Through the hyperscopes one could look out over the beautiful sweep of the valley studded with little farms, the homes of which are mostly in ruins. This point from which we were studying the landscape was only 100 yards from our own line of trenches, which lay just in front of and below us, while not more than 75 yards beyond were the line of the German trenches. So clear were they in the field of the hyperscope that one could actually see the loopholes in the ridge of earth. Our own were, of course, open from the back, and one could see the soldiers moving about in their quarters or squatting comfortably against the walls of the trenches. Away to the west were ridges of earth here and there, where our friends of the artillery told us were reserve trenches, while they pointed out groves of trees or ruined villages in which they suspected lurked the German guns.

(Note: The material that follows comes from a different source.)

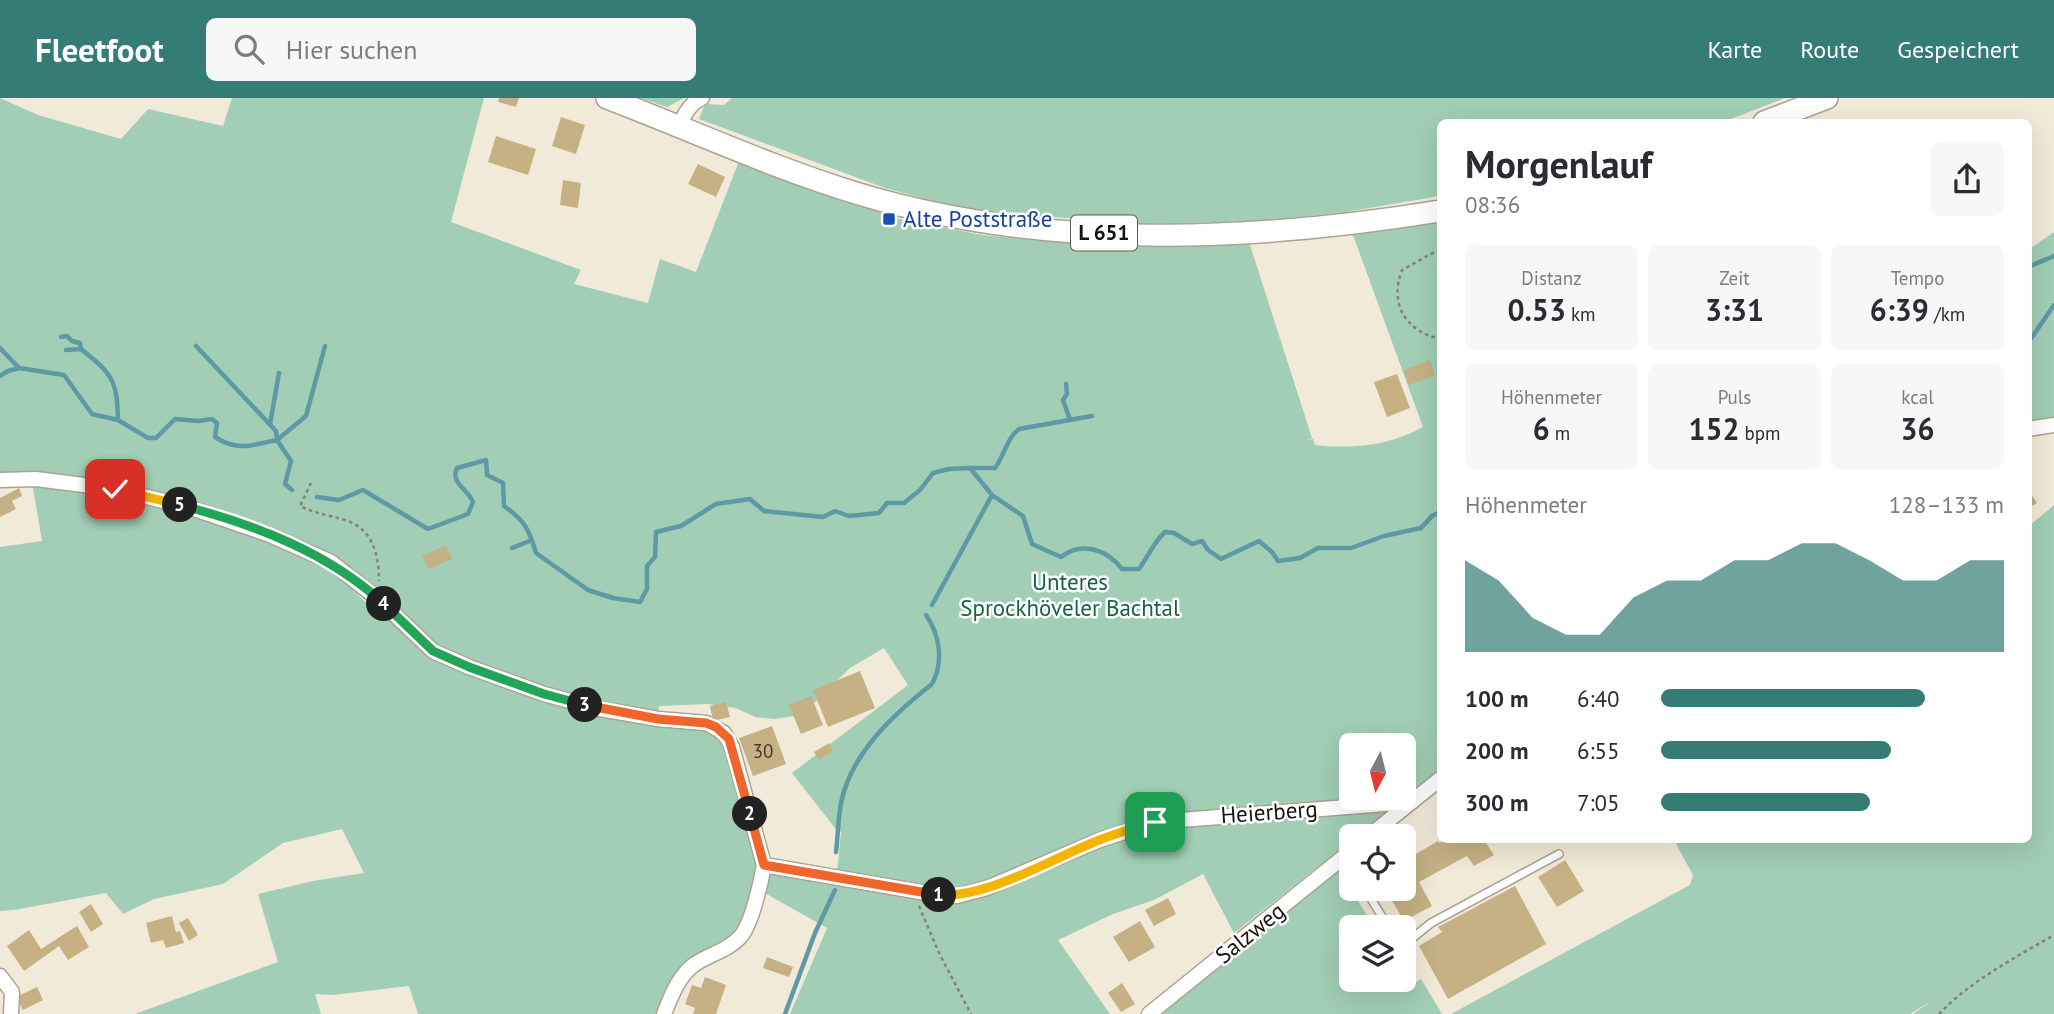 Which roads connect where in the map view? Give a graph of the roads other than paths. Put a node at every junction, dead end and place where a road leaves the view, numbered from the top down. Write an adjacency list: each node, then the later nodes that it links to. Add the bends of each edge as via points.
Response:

Russian officers in an artillery observation position.

After the report of the shells had died away and the dust settled there was the silence of absolute peace and serenity over the whole valley. Not a rifle shot or a human noise broke the beautiful calm of the May sunset. Off to the west glimmered the silver stream of the Rawka. To look out over this lovely valley in the falling twilight it seemed incredible that thousands of men lay concealed under our very eyes, men who were waiting only a favourable opportunity to leap out of their trenches and meet each other in hand-to-hand combat. On the advice of our guides, we waited in our secure little trench until the last red rays of the sun were cut off by the horizon in the west, when we returned by the way we had come to the waiting automobiles.

The whole valley in this section is very flat, and the ridges such as the one I have described are very scarce. The Russian lines are extremely strong, and one gets the idea that they would require a good deal of taking before the Germans could occupy them. Our artillery seemed to be in excellent quantities, and the ammunition situation satisfactory if the officer may be believed. The rears of all these positions have been prepared for defence, and there are at least three lines or groups of trenches lying between this front and Warsaw, each of which would present as strong a defence as the line which now for many months has defied all efforts of the enemy to get through.

I was especially interested in looking over this locality, because in Warsaw it has been mentioned as a point where the Russians were in great danger, and where they were barely able to hold their own. The truth is that there has been little fighting here for months excepting an occasional burst of artillery, or now and then a spasm of inter-trench fighting between unimportant units. I told our guide of the dismal stories we heard, and he only laughed as he pointed out to me a level stretch of country on our side of the ridge. A number of young Russian officers were riding about on prancing horses. “See there,” my friend told me, “we have laid out a race course, and the day after to-morrow the officers of this brigade are going to have a steeplechase. You see they have built a little platform for the general to stand on and judge the events. We are only 1,000 yards here from the trenches of the enemy. So you see we do not feel as anxious about the safety of our position as they do in Warsaw.” He lighted a cigarette and then added seriously: “No, the Germans cannot force us here, nor do I think on any of the other Warsaw fronts. Our positions have never been as strong as they are to-day.”

A few minutes later we were in our motors speeding through the twilight to the village in our rear where the Chief of Staff of the — Corps had arranged quarters for us.